Work to be completed: Return every line of the data that contains the string "edges".

Extracted records:
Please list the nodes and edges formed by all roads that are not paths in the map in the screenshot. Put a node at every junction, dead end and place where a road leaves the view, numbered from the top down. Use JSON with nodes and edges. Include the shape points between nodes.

---

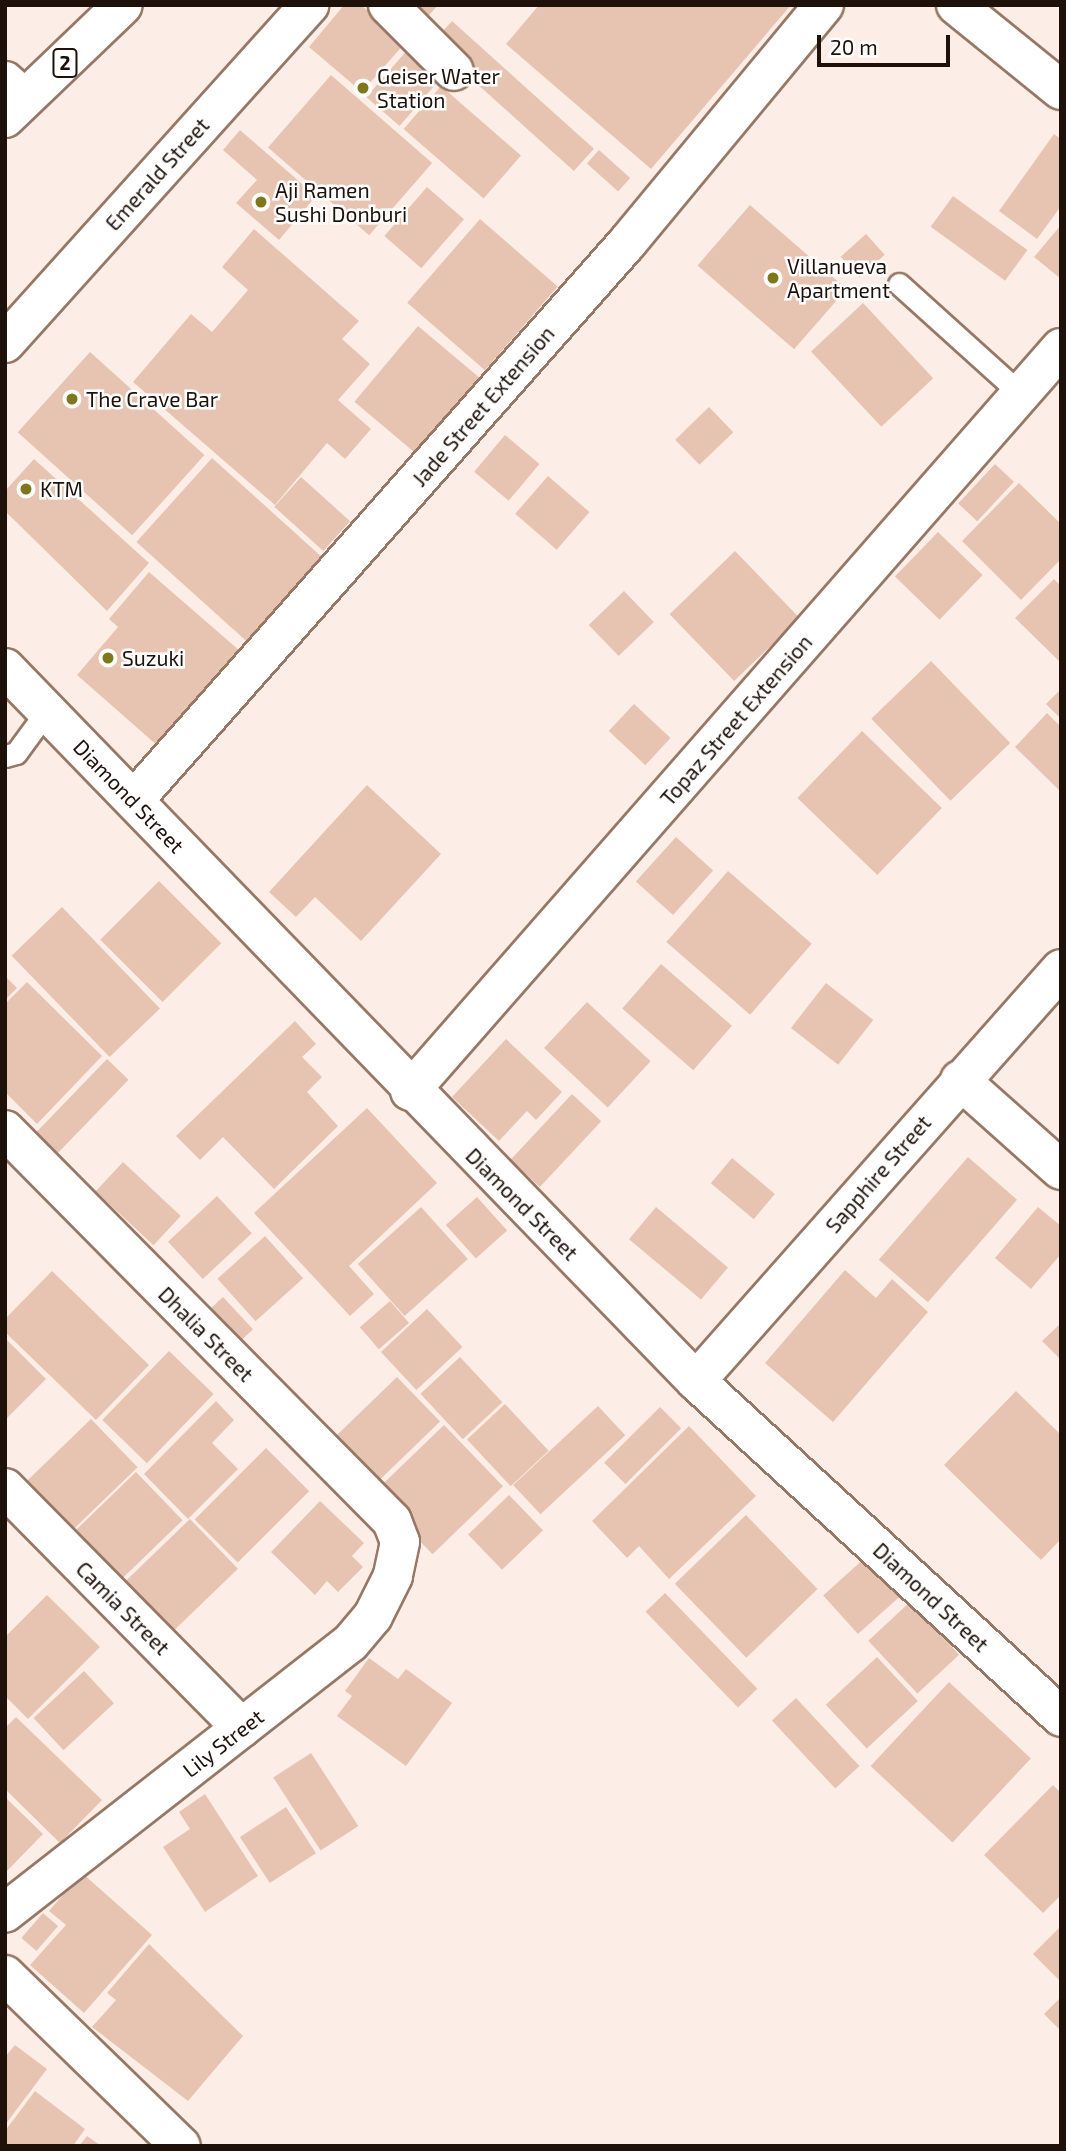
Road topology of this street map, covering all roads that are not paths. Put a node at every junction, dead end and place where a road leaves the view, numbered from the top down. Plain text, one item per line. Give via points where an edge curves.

==

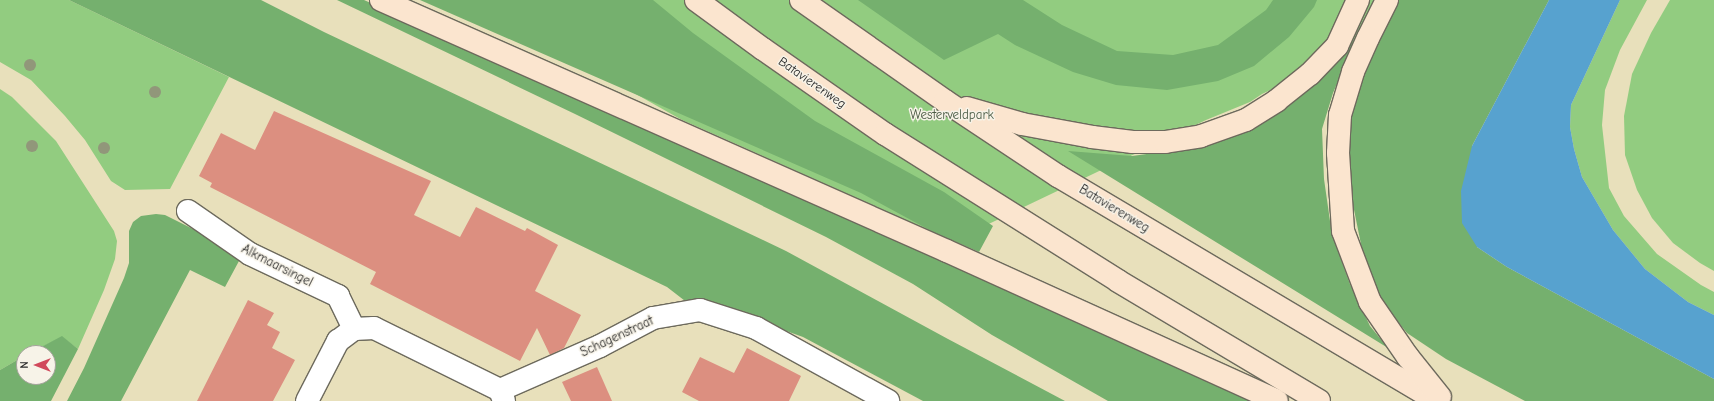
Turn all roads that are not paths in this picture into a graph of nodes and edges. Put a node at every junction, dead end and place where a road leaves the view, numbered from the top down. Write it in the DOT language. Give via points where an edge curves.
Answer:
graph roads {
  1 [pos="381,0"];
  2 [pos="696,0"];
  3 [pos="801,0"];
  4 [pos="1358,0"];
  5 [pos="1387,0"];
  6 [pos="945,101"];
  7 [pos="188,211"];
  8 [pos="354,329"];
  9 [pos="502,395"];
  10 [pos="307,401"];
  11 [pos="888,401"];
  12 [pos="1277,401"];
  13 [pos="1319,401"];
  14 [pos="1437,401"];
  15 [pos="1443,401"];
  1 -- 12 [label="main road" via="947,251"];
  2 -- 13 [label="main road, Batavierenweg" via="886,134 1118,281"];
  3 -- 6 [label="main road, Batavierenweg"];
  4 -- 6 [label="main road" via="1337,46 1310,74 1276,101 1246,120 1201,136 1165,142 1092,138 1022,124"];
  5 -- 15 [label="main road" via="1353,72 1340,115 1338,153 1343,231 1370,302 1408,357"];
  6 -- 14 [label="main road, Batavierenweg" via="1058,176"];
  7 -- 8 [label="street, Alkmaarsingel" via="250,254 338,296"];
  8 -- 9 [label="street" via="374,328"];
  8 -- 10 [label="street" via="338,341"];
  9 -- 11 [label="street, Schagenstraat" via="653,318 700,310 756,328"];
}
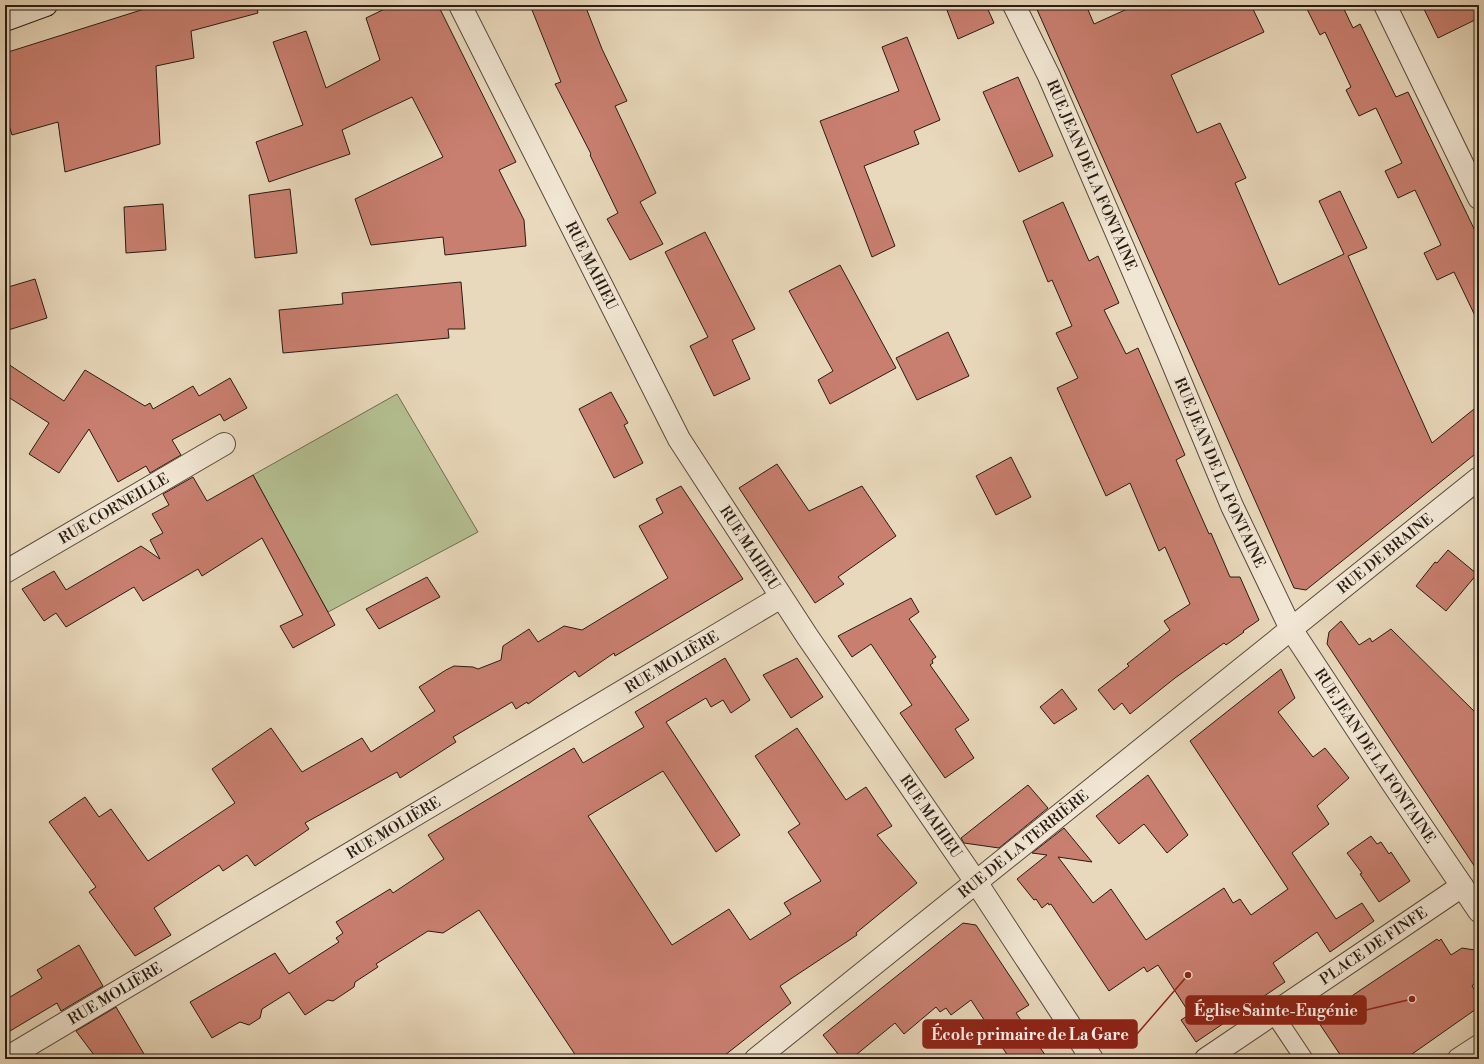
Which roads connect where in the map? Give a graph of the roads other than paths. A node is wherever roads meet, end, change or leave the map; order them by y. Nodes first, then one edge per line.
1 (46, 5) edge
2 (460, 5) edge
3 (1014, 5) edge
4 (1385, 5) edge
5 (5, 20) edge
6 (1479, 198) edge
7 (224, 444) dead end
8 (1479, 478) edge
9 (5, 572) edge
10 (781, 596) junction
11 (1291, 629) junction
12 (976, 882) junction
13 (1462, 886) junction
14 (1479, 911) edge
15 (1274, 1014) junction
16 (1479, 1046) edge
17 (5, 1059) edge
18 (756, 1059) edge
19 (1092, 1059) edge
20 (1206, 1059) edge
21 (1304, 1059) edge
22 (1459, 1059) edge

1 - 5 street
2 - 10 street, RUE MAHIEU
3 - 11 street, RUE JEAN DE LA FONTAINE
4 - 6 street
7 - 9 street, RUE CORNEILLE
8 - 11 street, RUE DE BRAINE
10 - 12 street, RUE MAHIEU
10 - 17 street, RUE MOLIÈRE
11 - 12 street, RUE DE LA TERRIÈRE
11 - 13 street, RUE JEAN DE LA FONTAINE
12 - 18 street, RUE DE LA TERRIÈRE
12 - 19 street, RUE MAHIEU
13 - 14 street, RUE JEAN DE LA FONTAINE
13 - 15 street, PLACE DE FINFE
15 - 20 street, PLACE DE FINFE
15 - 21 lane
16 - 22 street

Result of this exercise:
Please list the nodes and edges formed by all roads that are not paths in the map in the screenshot. Put a node at every junction, dead end and place where a road leaves the view, numbered from the top down. Use JSON with nodes and edges. Include the shape points between nodes.
Turn all roads that are not paths in this picture into a graph of nodes and edges. Put a node at every junction, dead end and place where a road leaves the view, numbered from the top down. Write it in the DOT language. Give via points where an edge curves.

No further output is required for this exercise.